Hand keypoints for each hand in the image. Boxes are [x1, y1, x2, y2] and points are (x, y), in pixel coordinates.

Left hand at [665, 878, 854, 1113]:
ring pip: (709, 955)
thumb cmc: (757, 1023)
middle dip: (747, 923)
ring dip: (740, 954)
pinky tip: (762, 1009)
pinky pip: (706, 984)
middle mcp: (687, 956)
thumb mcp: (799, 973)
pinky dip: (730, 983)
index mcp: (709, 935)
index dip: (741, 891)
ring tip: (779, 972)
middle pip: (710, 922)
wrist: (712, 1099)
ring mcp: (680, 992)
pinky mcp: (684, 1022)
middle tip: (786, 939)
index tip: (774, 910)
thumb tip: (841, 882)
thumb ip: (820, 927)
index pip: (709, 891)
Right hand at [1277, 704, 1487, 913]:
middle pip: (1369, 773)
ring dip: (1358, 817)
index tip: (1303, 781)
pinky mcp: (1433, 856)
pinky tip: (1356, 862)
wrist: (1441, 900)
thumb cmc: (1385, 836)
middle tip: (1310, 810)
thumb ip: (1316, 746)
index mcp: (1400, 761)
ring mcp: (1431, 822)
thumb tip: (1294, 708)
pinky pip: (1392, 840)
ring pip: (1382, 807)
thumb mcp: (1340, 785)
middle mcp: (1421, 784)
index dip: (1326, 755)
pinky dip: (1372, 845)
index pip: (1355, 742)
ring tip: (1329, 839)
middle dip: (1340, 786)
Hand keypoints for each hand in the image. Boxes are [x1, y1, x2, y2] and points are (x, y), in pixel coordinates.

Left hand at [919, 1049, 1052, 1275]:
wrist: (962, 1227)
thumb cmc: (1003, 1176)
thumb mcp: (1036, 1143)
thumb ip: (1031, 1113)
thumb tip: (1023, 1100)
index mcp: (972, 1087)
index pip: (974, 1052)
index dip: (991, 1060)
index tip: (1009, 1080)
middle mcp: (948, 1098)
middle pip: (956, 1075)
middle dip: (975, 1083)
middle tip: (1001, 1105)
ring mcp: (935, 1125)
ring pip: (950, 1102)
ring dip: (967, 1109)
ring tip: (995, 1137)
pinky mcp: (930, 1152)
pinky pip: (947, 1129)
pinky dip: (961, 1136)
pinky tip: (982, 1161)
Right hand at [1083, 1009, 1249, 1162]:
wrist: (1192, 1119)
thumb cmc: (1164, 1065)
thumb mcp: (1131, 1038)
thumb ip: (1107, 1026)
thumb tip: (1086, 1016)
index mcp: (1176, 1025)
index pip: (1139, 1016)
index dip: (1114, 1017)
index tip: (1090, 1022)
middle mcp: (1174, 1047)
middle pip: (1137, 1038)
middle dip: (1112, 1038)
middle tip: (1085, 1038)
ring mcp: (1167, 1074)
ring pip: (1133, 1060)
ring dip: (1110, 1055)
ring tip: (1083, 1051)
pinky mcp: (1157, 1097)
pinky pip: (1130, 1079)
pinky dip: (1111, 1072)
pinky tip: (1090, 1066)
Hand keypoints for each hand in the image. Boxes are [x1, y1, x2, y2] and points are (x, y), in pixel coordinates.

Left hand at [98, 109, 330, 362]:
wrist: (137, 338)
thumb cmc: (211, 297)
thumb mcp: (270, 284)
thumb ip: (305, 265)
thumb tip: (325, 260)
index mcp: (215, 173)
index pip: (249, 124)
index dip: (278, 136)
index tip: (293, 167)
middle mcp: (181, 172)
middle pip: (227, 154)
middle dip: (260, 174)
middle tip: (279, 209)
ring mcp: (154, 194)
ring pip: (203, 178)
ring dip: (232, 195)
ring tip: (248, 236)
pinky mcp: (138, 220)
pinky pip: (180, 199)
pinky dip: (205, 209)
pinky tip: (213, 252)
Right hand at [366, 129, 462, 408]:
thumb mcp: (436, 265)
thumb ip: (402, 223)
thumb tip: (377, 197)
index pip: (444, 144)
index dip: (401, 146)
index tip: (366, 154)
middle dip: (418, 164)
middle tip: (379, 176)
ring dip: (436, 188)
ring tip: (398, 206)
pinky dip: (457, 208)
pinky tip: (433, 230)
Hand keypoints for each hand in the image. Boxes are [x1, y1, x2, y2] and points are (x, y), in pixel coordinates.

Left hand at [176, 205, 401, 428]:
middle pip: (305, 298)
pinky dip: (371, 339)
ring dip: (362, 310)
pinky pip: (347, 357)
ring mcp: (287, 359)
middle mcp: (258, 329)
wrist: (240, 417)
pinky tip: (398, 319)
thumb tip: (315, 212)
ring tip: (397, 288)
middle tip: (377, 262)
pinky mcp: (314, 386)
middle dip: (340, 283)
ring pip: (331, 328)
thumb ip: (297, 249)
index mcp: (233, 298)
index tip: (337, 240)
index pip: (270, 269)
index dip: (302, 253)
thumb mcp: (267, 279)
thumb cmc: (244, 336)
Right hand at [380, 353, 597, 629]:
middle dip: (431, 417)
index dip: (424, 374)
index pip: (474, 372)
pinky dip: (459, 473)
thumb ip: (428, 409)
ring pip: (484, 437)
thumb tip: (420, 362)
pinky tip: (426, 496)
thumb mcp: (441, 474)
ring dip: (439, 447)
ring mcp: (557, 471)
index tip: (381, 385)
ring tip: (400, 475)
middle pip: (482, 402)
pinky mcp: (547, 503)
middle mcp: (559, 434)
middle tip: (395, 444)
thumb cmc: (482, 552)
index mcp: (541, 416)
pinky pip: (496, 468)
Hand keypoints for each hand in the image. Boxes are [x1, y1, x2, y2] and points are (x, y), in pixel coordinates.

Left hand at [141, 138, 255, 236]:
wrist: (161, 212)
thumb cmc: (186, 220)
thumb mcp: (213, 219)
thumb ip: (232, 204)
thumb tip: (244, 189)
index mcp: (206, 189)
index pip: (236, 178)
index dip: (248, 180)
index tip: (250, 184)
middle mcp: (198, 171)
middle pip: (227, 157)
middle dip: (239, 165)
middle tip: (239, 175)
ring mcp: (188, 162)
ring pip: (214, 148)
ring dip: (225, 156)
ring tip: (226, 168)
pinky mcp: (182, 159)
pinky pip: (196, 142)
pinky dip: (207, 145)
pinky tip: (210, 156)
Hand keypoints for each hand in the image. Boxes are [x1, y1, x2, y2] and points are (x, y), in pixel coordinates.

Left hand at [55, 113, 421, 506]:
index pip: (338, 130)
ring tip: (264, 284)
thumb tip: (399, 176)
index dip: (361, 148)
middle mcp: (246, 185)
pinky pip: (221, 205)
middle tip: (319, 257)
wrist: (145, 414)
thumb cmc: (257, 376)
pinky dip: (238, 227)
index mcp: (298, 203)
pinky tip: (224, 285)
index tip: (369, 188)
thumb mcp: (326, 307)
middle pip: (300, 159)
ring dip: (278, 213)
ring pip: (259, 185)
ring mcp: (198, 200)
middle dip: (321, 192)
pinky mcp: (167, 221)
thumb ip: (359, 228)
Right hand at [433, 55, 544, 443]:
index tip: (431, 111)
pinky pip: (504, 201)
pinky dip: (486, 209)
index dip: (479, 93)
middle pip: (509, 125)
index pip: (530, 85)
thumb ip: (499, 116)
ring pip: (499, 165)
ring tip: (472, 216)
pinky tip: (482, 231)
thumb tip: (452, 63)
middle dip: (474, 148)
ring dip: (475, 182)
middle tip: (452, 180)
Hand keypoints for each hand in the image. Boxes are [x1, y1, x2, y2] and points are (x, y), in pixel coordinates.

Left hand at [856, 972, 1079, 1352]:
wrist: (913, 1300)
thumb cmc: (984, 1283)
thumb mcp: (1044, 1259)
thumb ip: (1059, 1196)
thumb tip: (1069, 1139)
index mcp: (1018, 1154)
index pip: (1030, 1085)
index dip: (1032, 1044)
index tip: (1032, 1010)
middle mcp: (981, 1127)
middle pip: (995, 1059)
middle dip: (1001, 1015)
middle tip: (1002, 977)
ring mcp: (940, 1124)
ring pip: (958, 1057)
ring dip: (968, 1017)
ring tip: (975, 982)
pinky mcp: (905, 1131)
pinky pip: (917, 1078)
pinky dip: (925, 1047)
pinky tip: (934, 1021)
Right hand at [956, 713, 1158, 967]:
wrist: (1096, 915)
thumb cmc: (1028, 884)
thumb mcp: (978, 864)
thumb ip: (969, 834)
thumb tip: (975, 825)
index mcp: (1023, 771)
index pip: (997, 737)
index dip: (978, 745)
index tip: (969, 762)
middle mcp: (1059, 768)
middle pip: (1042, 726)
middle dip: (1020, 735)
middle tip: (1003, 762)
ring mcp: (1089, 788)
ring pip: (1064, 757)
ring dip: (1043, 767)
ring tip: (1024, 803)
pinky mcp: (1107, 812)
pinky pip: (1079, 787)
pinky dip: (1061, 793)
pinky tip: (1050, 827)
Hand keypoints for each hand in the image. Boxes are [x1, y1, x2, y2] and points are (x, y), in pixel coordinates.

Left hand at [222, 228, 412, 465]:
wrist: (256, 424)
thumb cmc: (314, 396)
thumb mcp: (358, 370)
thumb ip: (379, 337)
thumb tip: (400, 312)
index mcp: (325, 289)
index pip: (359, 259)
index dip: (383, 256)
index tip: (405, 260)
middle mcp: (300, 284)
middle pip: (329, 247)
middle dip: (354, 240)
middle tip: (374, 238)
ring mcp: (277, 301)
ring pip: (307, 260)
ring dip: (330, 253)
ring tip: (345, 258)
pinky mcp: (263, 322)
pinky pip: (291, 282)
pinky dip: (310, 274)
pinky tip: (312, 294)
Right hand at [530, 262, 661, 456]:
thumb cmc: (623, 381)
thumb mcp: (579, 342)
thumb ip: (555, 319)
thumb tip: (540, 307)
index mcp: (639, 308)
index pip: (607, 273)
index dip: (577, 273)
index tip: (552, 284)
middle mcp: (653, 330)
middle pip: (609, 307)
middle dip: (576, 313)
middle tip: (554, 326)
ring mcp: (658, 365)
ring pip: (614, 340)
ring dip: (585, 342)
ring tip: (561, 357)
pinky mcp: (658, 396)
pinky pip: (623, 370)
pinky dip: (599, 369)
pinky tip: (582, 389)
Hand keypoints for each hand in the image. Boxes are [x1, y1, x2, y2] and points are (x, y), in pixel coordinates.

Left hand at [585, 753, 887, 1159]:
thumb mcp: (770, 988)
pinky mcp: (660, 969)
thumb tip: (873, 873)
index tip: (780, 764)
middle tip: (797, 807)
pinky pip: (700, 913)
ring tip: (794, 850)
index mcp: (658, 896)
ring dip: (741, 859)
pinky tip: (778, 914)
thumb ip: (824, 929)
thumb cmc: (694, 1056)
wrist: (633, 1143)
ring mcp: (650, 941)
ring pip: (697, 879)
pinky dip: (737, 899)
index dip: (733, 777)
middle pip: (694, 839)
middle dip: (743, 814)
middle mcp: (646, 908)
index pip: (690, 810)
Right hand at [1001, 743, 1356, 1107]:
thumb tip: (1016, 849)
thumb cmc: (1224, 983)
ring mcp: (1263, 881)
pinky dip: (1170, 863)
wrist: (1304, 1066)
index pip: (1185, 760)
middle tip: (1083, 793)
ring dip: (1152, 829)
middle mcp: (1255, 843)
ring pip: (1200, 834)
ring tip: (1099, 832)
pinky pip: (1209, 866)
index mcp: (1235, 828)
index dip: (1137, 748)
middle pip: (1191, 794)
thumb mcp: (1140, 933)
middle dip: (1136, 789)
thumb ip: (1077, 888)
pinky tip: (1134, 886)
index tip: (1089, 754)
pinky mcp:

◆ **THE PROBLEM**
Copy verbatim, from the listing above, each line from the one containing "pinky tip: (1050, 827)" down to the one containing "middle dip: (354, 240)", inclusive.

◆ **OUTPUT OF THE TASK**
pinky tip: (1050, 827)
Hand keypoints for each hand in the image. Boxes are [x1, y1, x2, y2] and points are (x, y), in pixel coordinates.

Left hand at [222, 228, 412, 465]:
wrist: (256, 424)
thumb cmc: (314, 396)
thumb mcp: (358, 370)
thumb ip: (379, 337)
thumb tip: (400, 312)
index mcp: (325, 289)
index pip: (359, 259)
index dip: (383, 256)
index tip: (405, 260)
middle mcp: (300, 284)
middle pip: (329, 247)
middle dip: (354, 240)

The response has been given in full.